Most Humane of the Humanities

You are here now : » Rhetoric Ring > Tribute to Richard M. Weaver > Most Humane of the Humanities

Most Humane of the Humanities

 

In what sense is rhetoric the most humane of the humanities?

An illustration will go a long way in helping explain this famous assertion of Richard Weaver’s:



 

Aristotle begins his Rhetorica by asserting that rhetoric is a counterpart of dialectic. What he means by this is that rhetoric and dialectic are parallel faculties; they have no subject matter of their own, they deal with similar matters and share a common root. (click here for more on the relationship between rhetoric and dialectic.) Aristotle also notes that rhetoric is a counterpart of ethics insofar as one ought to rightly relate to one’s audience. One ought to speak truthfully, exercise goodwill toward the audience and so on. Aristotle’s take on ethics also results in some of the earliest reflections on psychology. Why? Because, in order to rightly relate to an audience, one must first understand “what makes people tick” in general, and one must also do a bit of audience analysis. Not that one must learn to “tickle the ears” of the audience, but it is impossible to persuade an audience that has been alienated. As a result, Aristotle spends a great deal of time in his treatise discussing, for example, various temperaments and the types of argument that would appeal most to each. So dialectic, ethics, psychology and rhetoric are all closely related.

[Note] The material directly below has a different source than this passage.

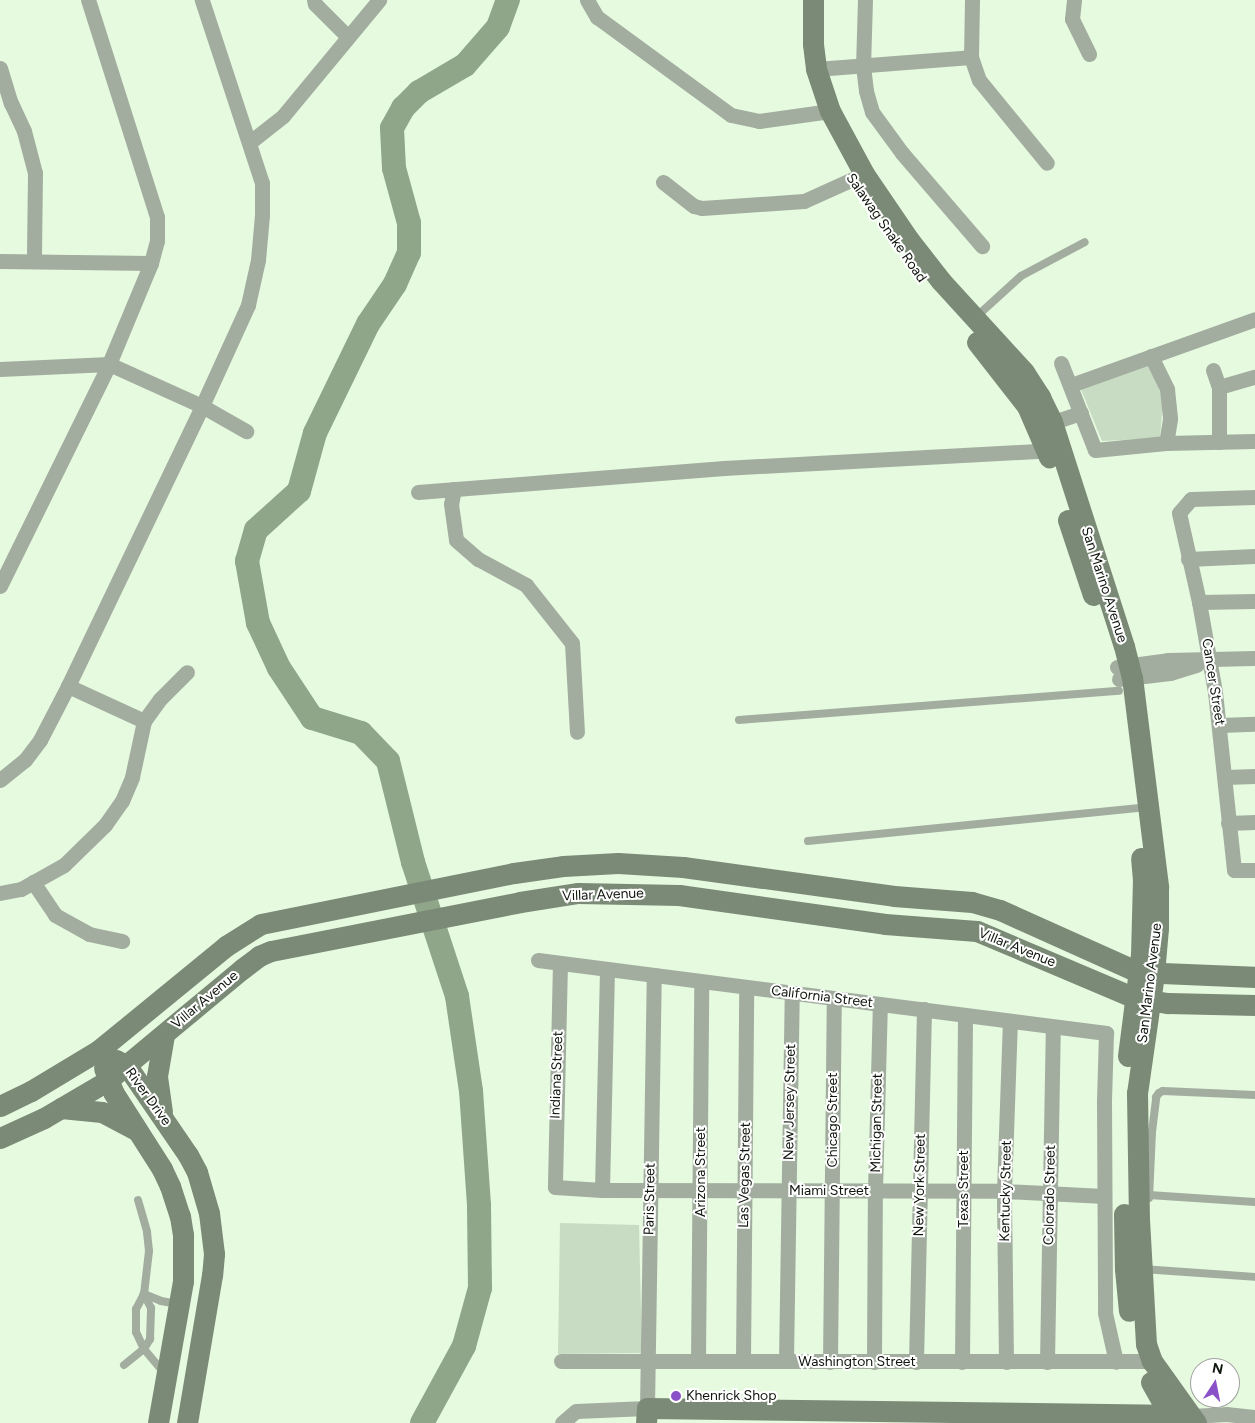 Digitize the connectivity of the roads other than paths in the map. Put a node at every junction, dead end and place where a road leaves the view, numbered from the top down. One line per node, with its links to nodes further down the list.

In the Roman era, rhetorical doctrine was “brought forward” primarily in the law schools. Rhetorical training was the means of equipping one to plead one’s case. Similarly, in the Middle Ages, if it hadn’t been for training in hermeneutics and homiletics, equipping priests to teach and preach the good news, rhetoric may have been lost to the West.

Of course politics and rhetoric have always been closely associated (which explains, to some extent, why rhetoric held in disregard today!) What does a deliberative body do? It argues the relative merits of competing policy proposals. An utterly rhetorical enterprise.

Poetics is the study of style. In order to give one’s arguments substance, they must have both style and historicity. In other words, it is not as powerful to argue for, say, a dam project, by means of abstract arguments regarding hydro-electric power and the wonders of engineering as it would be to compare the proposed project with what has been done in similar situations in the past. Likewise, a “bare bones” argument will not carry as much weight as one that evokes vivid images in the audience’s imagination.

Consider these relations, in toto. Rhetoric either depends upon, or is highly implicated in, all these arts, and they are all very humane arts. That is the sense in which rhetoric was considered, for most of the past 2,500 years, at various times in its development, the Queen of the Liberal Arts, the cornerstone of liberal education, as Weaver puts it, “the most humanistic of all the disciplines.”